• **THE PROBLEM**: Output every record exactly, and nothing more.

[Data records]
---------------
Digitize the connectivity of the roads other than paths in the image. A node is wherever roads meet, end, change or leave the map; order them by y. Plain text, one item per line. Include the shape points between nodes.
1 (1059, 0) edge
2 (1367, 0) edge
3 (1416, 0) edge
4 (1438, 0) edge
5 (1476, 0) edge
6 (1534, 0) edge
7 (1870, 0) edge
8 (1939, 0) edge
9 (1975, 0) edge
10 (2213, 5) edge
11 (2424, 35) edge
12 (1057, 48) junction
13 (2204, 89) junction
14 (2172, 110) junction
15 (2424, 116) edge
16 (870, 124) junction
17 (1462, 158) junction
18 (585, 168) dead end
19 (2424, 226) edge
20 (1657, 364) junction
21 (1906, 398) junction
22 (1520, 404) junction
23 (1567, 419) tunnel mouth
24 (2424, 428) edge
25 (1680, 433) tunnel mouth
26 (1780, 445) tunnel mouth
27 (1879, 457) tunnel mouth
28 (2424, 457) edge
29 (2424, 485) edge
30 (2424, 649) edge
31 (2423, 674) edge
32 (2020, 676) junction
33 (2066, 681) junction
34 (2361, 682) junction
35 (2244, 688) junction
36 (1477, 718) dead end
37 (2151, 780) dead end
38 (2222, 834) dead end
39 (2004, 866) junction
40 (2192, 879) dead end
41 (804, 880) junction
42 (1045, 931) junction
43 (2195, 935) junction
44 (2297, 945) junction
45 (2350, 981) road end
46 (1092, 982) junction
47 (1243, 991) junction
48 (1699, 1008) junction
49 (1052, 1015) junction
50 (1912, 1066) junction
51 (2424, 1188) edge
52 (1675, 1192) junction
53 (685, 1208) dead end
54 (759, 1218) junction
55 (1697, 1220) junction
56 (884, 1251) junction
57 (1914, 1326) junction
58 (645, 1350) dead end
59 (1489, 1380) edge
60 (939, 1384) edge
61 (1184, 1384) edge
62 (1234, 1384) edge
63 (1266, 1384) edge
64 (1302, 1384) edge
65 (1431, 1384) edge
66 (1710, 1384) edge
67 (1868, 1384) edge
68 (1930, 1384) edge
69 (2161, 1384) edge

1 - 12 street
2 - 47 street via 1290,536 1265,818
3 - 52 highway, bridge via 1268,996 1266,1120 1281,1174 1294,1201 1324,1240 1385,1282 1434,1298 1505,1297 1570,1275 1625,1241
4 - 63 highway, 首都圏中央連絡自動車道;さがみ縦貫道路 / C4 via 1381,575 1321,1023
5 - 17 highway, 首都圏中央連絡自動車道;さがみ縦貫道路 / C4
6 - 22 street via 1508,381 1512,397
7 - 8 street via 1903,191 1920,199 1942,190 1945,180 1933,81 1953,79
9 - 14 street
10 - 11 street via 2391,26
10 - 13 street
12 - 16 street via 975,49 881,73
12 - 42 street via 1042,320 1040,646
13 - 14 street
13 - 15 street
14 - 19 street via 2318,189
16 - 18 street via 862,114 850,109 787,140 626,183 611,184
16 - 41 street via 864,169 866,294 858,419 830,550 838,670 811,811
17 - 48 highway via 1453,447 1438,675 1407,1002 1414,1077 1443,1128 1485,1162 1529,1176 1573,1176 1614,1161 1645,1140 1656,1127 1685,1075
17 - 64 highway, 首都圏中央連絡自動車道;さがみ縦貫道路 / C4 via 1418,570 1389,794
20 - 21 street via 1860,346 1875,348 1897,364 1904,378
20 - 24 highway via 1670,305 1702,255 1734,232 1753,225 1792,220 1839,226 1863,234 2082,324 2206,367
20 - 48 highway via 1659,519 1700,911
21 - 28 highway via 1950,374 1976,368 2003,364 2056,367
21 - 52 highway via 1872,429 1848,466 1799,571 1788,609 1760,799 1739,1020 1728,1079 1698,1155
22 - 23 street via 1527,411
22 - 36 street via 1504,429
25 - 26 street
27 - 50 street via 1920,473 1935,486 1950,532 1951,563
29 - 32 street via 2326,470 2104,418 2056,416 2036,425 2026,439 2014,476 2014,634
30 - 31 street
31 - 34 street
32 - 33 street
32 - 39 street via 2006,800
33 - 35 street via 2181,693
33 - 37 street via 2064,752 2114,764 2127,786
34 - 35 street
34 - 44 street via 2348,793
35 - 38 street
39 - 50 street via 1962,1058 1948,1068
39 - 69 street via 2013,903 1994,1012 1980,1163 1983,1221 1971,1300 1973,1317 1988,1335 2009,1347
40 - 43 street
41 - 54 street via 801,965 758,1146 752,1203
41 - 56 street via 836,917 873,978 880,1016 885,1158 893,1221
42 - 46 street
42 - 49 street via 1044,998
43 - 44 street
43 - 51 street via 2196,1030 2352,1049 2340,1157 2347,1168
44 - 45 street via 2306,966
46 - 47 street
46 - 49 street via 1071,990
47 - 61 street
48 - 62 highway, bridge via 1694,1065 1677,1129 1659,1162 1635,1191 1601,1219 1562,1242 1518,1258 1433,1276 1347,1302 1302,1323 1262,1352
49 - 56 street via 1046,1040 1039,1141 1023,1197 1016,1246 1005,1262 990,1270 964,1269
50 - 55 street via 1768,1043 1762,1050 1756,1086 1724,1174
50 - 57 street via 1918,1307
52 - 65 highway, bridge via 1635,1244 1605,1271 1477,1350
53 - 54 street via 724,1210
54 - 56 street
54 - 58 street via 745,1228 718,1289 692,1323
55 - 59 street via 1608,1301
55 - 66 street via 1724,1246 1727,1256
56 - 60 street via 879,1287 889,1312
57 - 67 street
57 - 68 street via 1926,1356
---------------
• **ANSWER SECTION**:
Digitize the connectivity of the roads other than paths in the image. A node is wherever roads meet, end, change or leave the map; order them by y. Plain text, one item per line. Include the shape points between nodes.
1 (1059, 0) edge
2 (1367, 0) edge
3 (1416, 0) edge
4 (1438, 0) edge
5 (1476, 0) edge
6 (1534, 0) edge
7 (1870, 0) edge
8 (1939, 0) edge
9 (1975, 0) edge
10 (2213, 5) edge
11 (2424, 35) edge
12 (1057, 48) junction
13 (2204, 89) junction
14 (2172, 110) junction
15 (2424, 116) edge
16 (870, 124) junction
17 (1462, 158) junction
18 (585, 168) dead end
19 (2424, 226) edge
20 (1657, 364) junction
21 (1906, 398) junction
22 (1520, 404) junction
23 (1567, 419) tunnel mouth
24 (2424, 428) edge
25 (1680, 433) tunnel mouth
26 (1780, 445) tunnel mouth
27 (1879, 457) tunnel mouth
28 (2424, 457) edge
29 (2424, 485) edge
30 (2424, 649) edge
31 (2423, 674) edge
32 (2020, 676) junction
33 (2066, 681) junction
34 (2361, 682) junction
35 (2244, 688) junction
36 (1477, 718) dead end
37 (2151, 780) dead end
38 (2222, 834) dead end
39 (2004, 866) junction
40 (2192, 879) dead end
41 (804, 880) junction
42 (1045, 931) junction
43 (2195, 935) junction
44 (2297, 945) junction
45 (2350, 981) road end
46 (1092, 982) junction
47 (1243, 991) junction
48 (1699, 1008) junction
49 (1052, 1015) junction
50 (1912, 1066) junction
51 (2424, 1188) edge
52 (1675, 1192) junction
53 (685, 1208) dead end
54 (759, 1218) junction
55 (1697, 1220) junction
56 (884, 1251) junction
57 (1914, 1326) junction
58 (645, 1350) dead end
59 (1489, 1380) edge
60 (939, 1384) edge
61 (1184, 1384) edge
62 (1234, 1384) edge
63 (1266, 1384) edge
64 (1302, 1384) edge
65 (1431, 1384) edge
66 (1710, 1384) edge
67 (1868, 1384) edge
68 (1930, 1384) edge
69 (2161, 1384) edge

1 - 12 street
2 - 47 street via 1290,536 1265,818
3 - 52 highway, bridge via 1268,996 1266,1120 1281,1174 1294,1201 1324,1240 1385,1282 1434,1298 1505,1297 1570,1275 1625,1241
4 - 63 highway, 首都圏中央連絡自動車道;さがみ縦貫道路 / C4 via 1381,575 1321,1023
5 - 17 highway, 首都圏中央連絡自動車道;さがみ縦貫道路 / C4
6 - 22 street via 1508,381 1512,397
7 - 8 street via 1903,191 1920,199 1942,190 1945,180 1933,81 1953,79
9 - 14 street
10 - 11 street via 2391,26
10 - 13 street
12 - 16 street via 975,49 881,73
12 - 42 street via 1042,320 1040,646
13 - 14 street
13 - 15 street
14 - 19 street via 2318,189
16 - 18 street via 862,114 850,109 787,140 626,183 611,184
16 - 41 street via 864,169 866,294 858,419 830,550 838,670 811,811
17 - 48 highway via 1453,447 1438,675 1407,1002 1414,1077 1443,1128 1485,1162 1529,1176 1573,1176 1614,1161 1645,1140 1656,1127 1685,1075
17 - 64 highway, 首都圏中央連絡自動車道;さがみ縦貫道路 / C4 via 1418,570 1389,794
20 - 21 street via 1860,346 1875,348 1897,364 1904,378
20 - 24 highway via 1670,305 1702,255 1734,232 1753,225 1792,220 1839,226 1863,234 2082,324 2206,367
20 - 48 highway via 1659,519 1700,911
21 - 28 highway via 1950,374 1976,368 2003,364 2056,367
21 - 52 highway via 1872,429 1848,466 1799,571 1788,609 1760,799 1739,1020 1728,1079 1698,1155
22 - 23 street via 1527,411
22 - 36 street via 1504,429
25 - 26 street
27 - 50 street via 1920,473 1935,486 1950,532 1951,563
29 - 32 street via 2326,470 2104,418 2056,416 2036,425 2026,439 2014,476 2014,634
30 - 31 street
31 - 34 street
32 - 33 street
32 - 39 street via 2006,800
33 - 35 street via 2181,693
33 - 37 street via 2064,752 2114,764 2127,786
34 - 35 street
34 - 44 street via 2348,793
35 - 38 street
39 - 50 street via 1962,1058 1948,1068
39 - 69 street via 2013,903 1994,1012 1980,1163 1983,1221 1971,1300 1973,1317 1988,1335 2009,1347
40 - 43 street
41 - 54 street via 801,965 758,1146 752,1203
41 - 56 street via 836,917 873,978 880,1016 885,1158 893,1221
42 - 46 street
42 - 49 street via 1044,998
43 - 44 street
43 - 51 street via 2196,1030 2352,1049 2340,1157 2347,1168
44 - 45 street via 2306,966
46 - 47 street
46 - 49 street via 1071,990
47 - 61 street
48 - 62 highway, bridge via 1694,1065 1677,1129 1659,1162 1635,1191 1601,1219 1562,1242 1518,1258 1433,1276 1347,1302 1302,1323 1262,1352
49 - 56 street via 1046,1040 1039,1141 1023,1197 1016,1246 1005,1262 990,1270 964,1269
50 - 55 street via 1768,1043 1762,1050 1756,1086 1724,1174
50 - 57 street via 1918,1307
52 - 65 highway, bridge via 1635,1244 1605,1271 1477,1350
53 - 54 street via 724,1210
54 - 56 street
54 - 58 street via 745,1228 718,1289 692,1323
55 - 59 street via 1608,1301
55 - 66 street via 1724,1246 1727,1256
56 - 60 street via 879,1287 889,1312
57 - 67 street
57 - 68 street via 1926,1356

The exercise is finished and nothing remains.